## EXERCISE OBJECTIVE
Your response must be made up of each line in the data below that contains the string "Park".

►

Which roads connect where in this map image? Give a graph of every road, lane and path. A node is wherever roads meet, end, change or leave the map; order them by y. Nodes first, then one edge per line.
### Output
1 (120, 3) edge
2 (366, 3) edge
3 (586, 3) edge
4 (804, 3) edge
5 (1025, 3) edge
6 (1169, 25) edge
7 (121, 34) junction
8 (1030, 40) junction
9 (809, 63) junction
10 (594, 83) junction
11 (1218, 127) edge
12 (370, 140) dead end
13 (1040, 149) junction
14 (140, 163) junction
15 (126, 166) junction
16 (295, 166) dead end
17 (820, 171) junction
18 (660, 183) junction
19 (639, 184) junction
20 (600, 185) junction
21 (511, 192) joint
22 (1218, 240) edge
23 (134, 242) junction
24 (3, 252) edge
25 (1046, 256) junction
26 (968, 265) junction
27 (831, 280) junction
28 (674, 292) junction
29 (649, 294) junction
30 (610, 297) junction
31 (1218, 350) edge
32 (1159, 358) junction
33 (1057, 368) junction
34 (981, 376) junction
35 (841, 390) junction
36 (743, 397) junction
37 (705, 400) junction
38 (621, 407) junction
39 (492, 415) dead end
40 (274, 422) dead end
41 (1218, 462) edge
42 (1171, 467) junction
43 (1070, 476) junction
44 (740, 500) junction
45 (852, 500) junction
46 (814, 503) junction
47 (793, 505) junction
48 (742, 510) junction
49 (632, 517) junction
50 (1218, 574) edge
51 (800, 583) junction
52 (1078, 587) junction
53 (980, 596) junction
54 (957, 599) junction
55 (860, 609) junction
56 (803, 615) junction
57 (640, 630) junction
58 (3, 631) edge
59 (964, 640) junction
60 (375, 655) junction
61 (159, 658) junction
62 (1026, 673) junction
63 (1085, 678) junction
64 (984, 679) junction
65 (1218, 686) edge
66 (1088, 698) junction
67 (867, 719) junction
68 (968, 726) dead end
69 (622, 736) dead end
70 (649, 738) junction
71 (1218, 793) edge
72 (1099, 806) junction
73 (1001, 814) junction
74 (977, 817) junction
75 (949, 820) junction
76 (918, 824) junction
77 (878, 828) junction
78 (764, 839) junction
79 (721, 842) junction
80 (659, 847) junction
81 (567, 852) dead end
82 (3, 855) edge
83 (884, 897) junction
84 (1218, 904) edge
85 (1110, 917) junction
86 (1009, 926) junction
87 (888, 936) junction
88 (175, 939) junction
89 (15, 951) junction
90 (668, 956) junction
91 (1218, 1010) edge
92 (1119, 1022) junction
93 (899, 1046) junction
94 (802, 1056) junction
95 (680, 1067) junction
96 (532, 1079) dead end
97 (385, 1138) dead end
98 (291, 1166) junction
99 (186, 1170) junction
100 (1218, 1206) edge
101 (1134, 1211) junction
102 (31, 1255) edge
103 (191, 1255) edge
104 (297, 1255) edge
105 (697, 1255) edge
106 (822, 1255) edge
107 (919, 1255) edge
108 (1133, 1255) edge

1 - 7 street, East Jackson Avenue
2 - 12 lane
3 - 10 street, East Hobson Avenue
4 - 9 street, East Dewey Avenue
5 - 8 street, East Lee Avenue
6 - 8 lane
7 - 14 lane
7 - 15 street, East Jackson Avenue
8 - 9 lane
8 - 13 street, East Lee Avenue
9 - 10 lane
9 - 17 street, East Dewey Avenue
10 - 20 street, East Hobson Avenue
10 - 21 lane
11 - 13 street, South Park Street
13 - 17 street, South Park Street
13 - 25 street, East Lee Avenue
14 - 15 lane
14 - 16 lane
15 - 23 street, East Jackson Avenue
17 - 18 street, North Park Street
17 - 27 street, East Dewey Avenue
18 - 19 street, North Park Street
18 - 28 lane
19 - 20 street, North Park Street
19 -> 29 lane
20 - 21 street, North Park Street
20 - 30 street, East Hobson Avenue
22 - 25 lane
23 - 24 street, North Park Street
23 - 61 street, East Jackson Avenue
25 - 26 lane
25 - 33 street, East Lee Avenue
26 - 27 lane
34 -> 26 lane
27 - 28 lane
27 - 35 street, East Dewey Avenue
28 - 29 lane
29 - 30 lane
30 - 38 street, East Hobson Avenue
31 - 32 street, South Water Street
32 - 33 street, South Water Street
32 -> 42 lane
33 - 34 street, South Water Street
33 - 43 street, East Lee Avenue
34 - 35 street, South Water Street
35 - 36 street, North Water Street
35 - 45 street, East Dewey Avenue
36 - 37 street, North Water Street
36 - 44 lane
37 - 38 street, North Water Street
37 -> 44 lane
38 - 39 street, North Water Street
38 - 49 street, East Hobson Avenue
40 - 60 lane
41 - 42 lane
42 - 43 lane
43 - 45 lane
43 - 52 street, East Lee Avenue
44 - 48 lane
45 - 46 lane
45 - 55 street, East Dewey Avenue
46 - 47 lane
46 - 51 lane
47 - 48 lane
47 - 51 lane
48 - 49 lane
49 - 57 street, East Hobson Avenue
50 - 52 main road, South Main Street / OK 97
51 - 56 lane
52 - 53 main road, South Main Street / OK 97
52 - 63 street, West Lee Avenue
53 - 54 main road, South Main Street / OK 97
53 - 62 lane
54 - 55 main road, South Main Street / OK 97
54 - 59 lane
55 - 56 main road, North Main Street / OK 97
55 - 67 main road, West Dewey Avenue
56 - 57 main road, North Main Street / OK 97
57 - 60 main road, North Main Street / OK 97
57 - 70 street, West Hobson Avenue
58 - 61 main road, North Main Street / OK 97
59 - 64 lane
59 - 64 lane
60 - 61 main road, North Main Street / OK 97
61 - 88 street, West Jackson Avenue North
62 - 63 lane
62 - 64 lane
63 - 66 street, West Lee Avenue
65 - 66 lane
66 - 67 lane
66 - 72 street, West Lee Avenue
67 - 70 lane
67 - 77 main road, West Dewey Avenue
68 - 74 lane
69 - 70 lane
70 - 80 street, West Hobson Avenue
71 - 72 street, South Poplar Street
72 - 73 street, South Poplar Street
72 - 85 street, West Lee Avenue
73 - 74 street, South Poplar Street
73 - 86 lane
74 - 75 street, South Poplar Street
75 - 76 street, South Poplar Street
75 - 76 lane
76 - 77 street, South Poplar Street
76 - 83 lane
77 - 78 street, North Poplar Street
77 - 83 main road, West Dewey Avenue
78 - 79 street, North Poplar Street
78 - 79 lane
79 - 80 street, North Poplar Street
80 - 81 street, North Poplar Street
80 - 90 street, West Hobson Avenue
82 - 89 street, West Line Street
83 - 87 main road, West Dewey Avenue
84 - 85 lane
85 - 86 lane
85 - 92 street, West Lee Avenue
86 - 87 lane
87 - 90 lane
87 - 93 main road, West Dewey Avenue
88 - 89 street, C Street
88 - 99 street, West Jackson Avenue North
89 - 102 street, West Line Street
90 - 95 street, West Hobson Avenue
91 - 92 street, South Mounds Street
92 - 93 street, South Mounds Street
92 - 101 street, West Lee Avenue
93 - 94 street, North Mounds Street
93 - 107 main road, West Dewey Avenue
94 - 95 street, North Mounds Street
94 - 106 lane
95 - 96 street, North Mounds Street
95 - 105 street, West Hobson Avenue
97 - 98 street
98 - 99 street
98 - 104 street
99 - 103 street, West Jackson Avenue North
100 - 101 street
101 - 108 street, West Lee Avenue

◄

## RESPONSE
11 - 13 street, South Park Street
13 - 17 street, South Park Street
17 - 18 street, North Park Street
18 - 19 street, North Park Street
19 - 20 street, North Park Street
20 - 21 street, North Park Street
23 - 24 street, North Park Street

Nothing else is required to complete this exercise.